### [Items listed in a dataset]
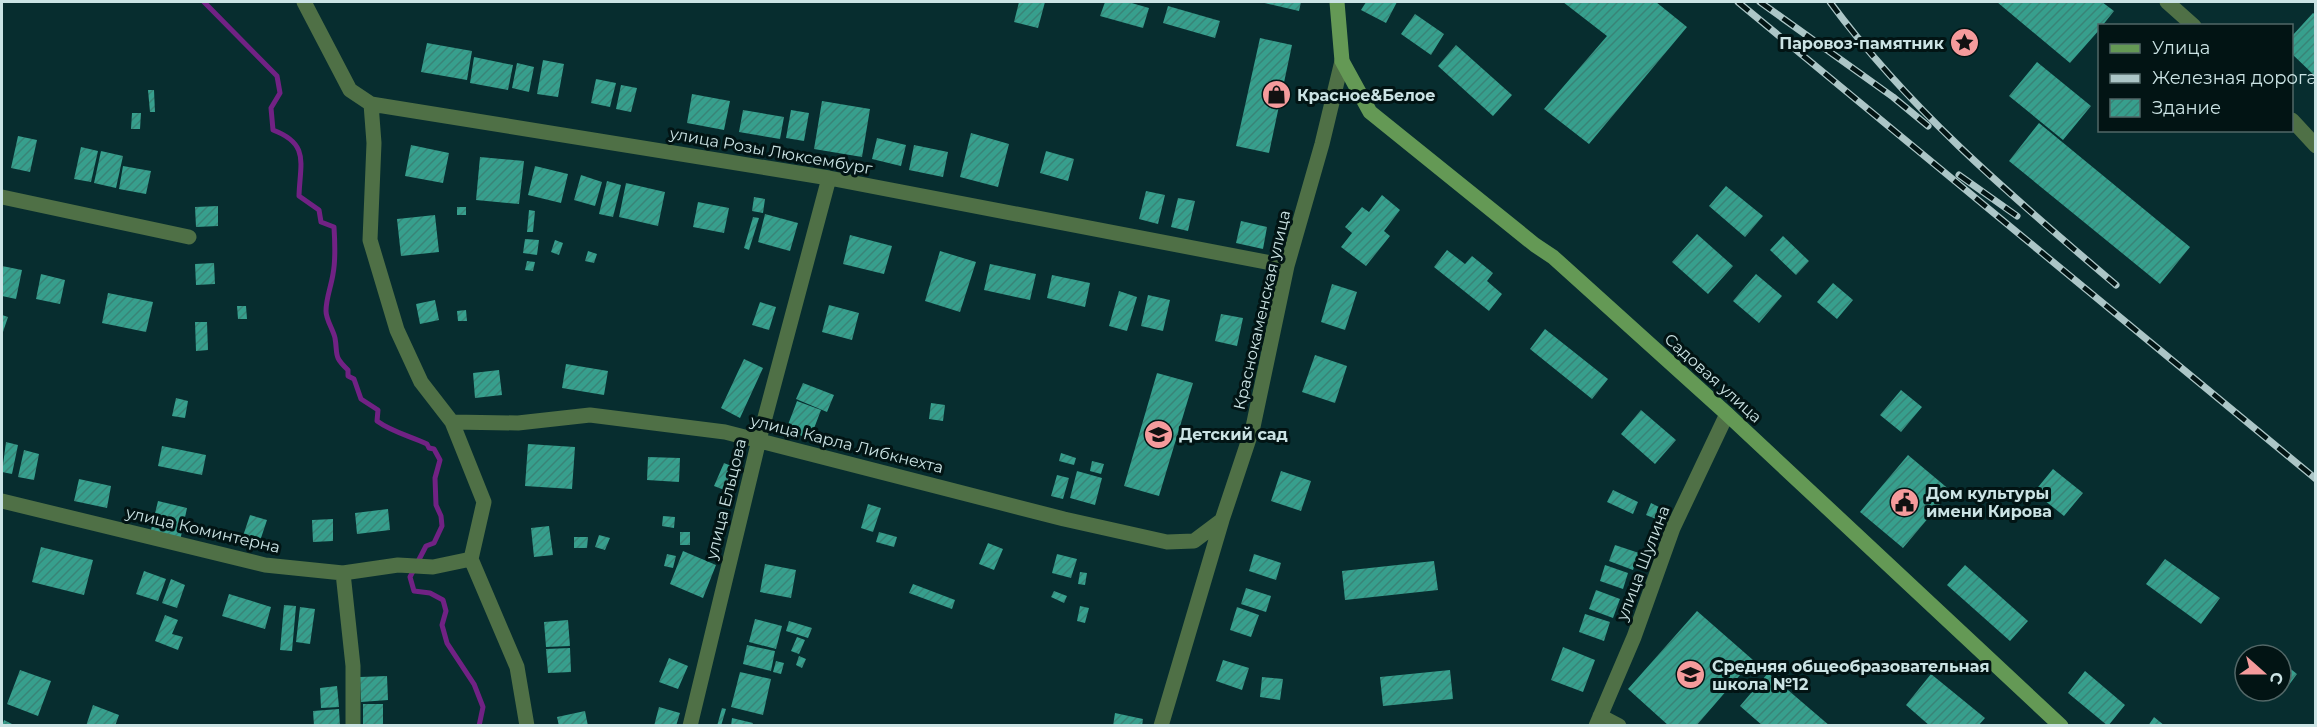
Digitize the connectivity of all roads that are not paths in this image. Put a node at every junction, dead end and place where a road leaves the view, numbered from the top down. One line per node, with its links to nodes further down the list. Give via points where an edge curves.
1 (304, 2): 6 (street, улица Розы Люксембург, via 350,90)
2 (1337, 2): 5 (street, Краснокаменская улица)
3 (2167, 2): 4 (street)
4 (2192, 24)
5 (1342, 60): 12 (street, Краснокаменская улица); 13 (street, Садовая улица, via 1370,112 1553,257)
6 (371, 104): 9 (street, улица Розы Люксембург); 14 (street, via 374,144 370,240 397,330 420,382)
7 (2293, 121): 8 (street)
8 (2316, 146)
9 (829, 178): 12 (street, улица Розы Люксембург); 15 (street, улица Ельцова)
10 (2, 197): 11 (street)
11 (189, 237)
12 (1287, 266): 17 (street, Краснокаменская улица, via 1253,427)
13 (1727, 414): 20 (street, улица Шулина, via 1673,528 1634,637); 26 (street, Садовая улица)
14 (452, 422): 15 (street, улица Карла Либкнехта, via 518,423 590,415); 18 (street, via 483,502)
15 (759, 440): 17 (street, улица Карла Либкнехта, via 1167,542 1194,541); 23 (street, улица Ельцова)
16 (2, 501): 19 (street, улица Коминтерна, via 266,565)
17 (1222, 520): 24 (street, Краснокаменская улица)
18 (471, 559): 19 (street, улица Коминтерна, via 433,567 398,565); 22 (street, via 517,667)
19 (343, 573): 21 (street, via 353,666)
20 (1598, 721): 25 (street)
21 (353, 726)
22 (527, 726)
23 (690, 726)
24 (1161, 726)
25 (1618, 726)
26 (2061, 726)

### [Work required]
Output the entries above verbatim, with no picture included.

### [The answer]
Digitize the connectivity of all roads that are not paths in this image. Put a node at every junction, dead end and place where a road leaves the view, numbered from the top down. One line per node, with its links to nodes further down the list. Give via points where an edge curves.
1 (304, 2): 6 (street, улица Розы Люксембург, via 350,90)
2 (1337, 2): 5 (street, Краснокаменская улица)
3 (2167, 2): 4 (street)
4 (2192, 24)
5 (1342, 60): 12 (street, Краснокаменская улица); 13 (street, Садовая улица, via 1370,112 1553,257)
6 (371, 104): 9 (street, улица Розы Люксембург); 14 (street, via 374,144 370,240 397,330 420,382)
7 (2293, 121): 8 (street)
8 (2316, 146)
9 (829, 178): 12 (street, улица Розы Люксембург); 15 (street, улица Ельцова)
10 (2, 197): 11 (street)
11 (189, 237)
12 (1287, 266): 17 (street, Краснокаменская улица, via 1253,427)
13 (1727, 414): 20 (street, улица Шулина, via 1673,528 1634,637); 26 (street, Садовая улица)
14 (452, 422): 15 (street, улица Карла Либкнехта, via 518,423 590,415); 18 (street, via 483,502)
15 (759, 440): 17 (street, улица Карла Либкнехта, via 1167,542 1194,541); 23 (street, улица Ельцова)
16 (2, 501): 19 (street, улица Коминтерна, via 266,565)
17 (1222, 520): 24 (street, Краснокаменская улица)
18 (471, 559): 19 (street, улица Коминтерна, via 433,567 398,565); 22 (street, via 517,667)
19 (343, 573): 21 (street, via 353,666)
20 (1598, 721): 25 (street)
21 (353, 726)
22 (527, 726)
23 (690, 726)
24 (1161, 726)
25 (1618, 726)
26 (2061, 726)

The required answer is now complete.